* **EXERCISE**
Return every line from the records below with the string "Quevilly".

──────── PROVIDED ENTRIES ────────

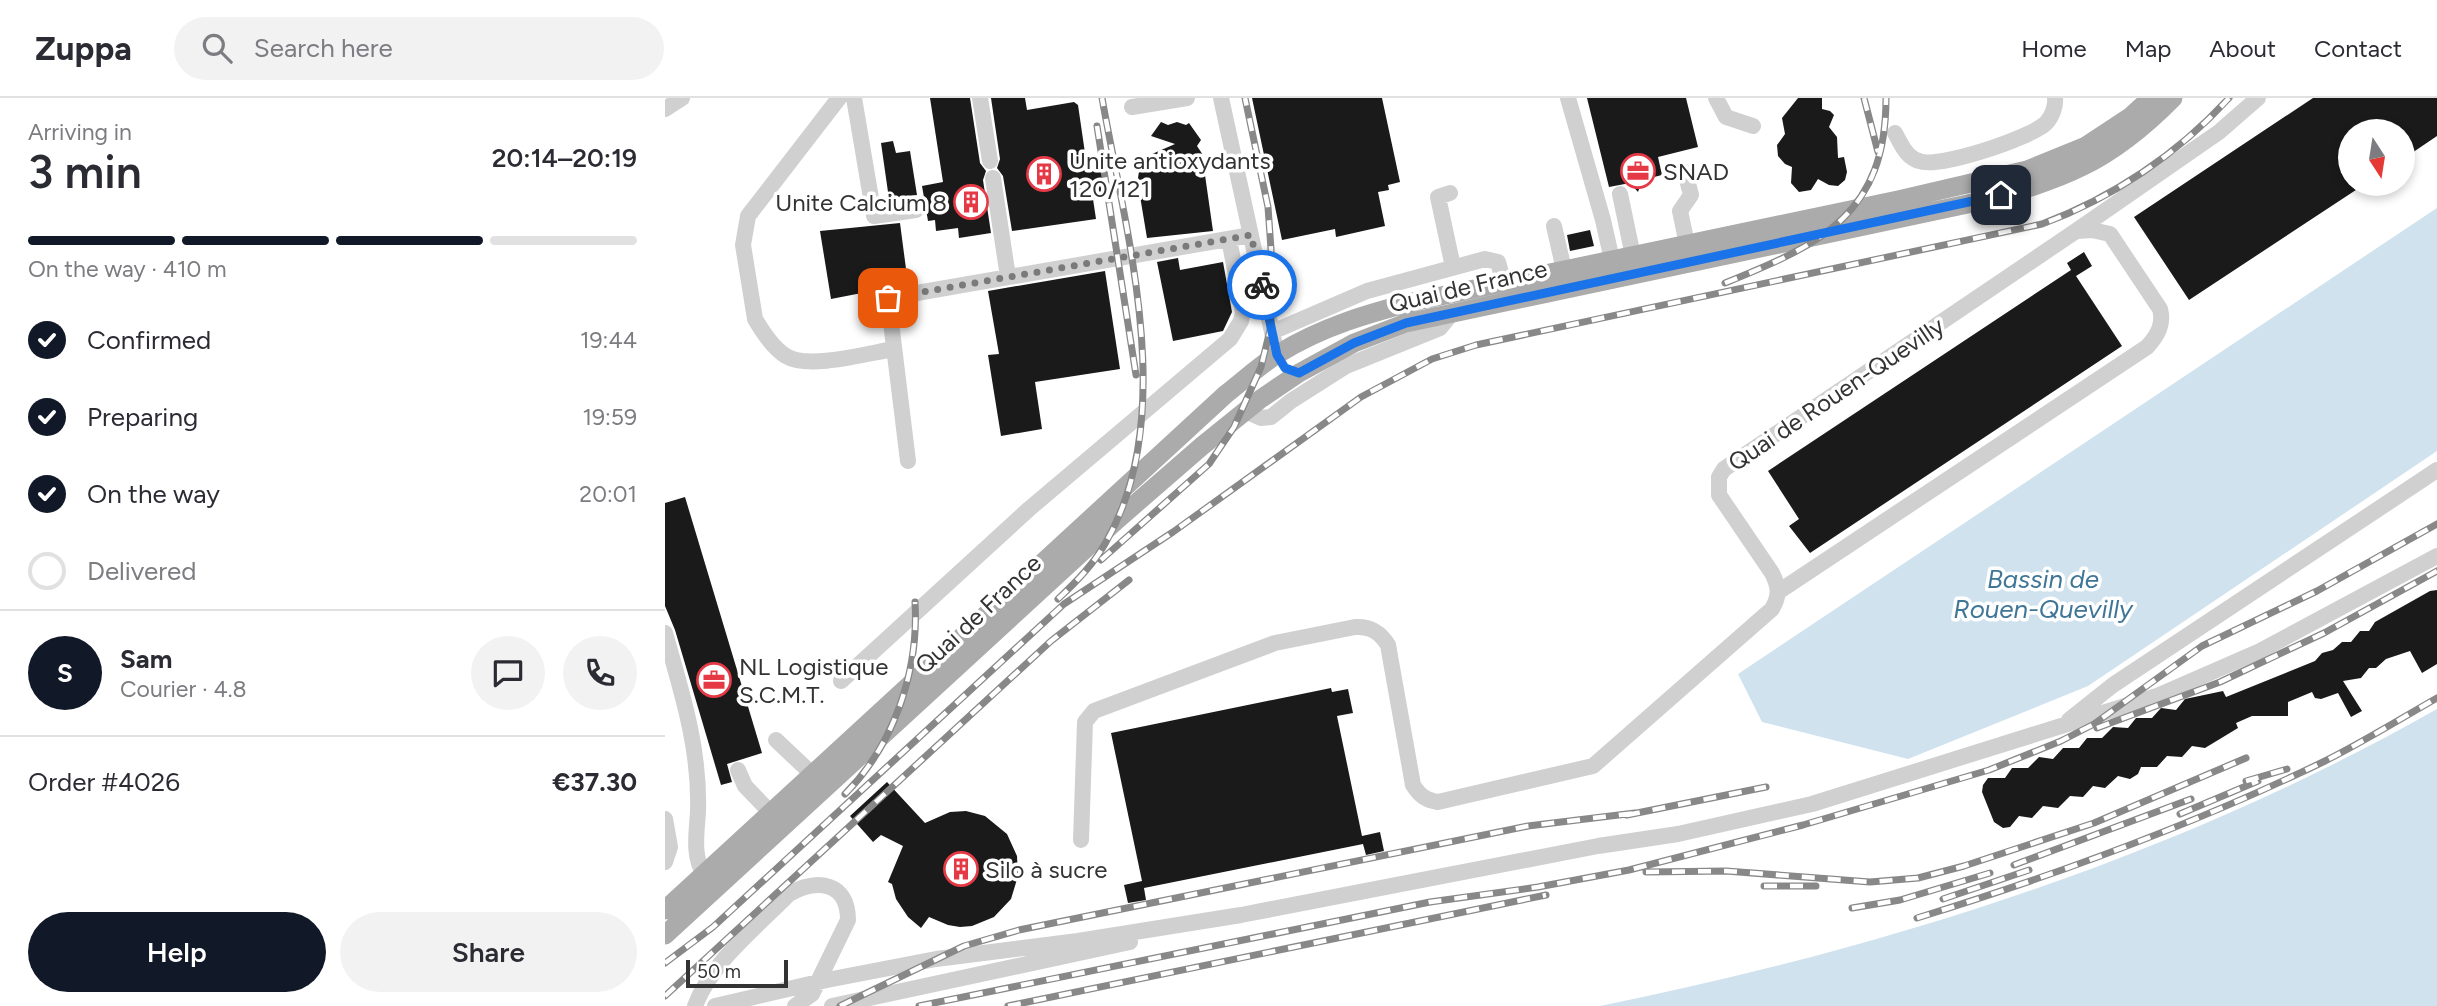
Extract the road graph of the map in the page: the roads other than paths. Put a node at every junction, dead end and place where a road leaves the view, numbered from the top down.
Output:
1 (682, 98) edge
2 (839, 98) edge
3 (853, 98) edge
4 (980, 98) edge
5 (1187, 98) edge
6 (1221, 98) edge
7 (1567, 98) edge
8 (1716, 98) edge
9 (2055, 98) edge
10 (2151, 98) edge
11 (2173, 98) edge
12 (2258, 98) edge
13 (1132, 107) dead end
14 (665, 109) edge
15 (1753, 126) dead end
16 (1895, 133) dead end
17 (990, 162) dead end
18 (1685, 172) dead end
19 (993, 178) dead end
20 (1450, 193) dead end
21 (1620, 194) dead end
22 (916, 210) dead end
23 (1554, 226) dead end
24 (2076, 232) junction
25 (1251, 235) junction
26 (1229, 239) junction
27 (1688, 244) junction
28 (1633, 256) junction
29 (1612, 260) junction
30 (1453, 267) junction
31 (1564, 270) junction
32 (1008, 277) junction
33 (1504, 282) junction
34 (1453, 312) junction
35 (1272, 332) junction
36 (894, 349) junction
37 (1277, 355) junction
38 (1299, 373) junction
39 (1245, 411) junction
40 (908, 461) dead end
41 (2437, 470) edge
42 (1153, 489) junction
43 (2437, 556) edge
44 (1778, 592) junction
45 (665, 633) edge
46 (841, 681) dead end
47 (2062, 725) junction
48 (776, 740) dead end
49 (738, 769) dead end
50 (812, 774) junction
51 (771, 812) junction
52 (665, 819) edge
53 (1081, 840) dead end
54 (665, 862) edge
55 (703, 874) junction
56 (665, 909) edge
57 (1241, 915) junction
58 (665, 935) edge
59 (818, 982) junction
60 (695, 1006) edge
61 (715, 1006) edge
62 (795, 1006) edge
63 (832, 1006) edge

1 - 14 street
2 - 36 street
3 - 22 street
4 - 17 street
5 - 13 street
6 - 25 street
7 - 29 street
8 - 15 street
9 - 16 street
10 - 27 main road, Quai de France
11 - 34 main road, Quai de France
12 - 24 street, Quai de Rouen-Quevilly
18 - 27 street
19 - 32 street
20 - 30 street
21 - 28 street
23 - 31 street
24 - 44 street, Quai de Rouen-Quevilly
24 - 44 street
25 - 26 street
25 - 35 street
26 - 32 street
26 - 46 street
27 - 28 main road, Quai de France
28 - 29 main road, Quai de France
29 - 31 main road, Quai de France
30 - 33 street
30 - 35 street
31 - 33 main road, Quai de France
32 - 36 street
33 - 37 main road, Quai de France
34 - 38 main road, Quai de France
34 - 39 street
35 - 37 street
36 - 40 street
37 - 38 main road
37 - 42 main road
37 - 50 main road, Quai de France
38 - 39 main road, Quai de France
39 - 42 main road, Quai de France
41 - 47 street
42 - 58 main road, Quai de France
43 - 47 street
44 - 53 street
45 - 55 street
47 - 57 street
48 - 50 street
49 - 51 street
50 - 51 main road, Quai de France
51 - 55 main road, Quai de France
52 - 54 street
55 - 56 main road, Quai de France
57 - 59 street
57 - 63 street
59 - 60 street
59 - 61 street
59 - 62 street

────────

* **WRITTEN RESPONSE**
12 - 24 street, Quai de Rouen-Quevilly
24 - 44 street, Quai de Rouen-Quevilly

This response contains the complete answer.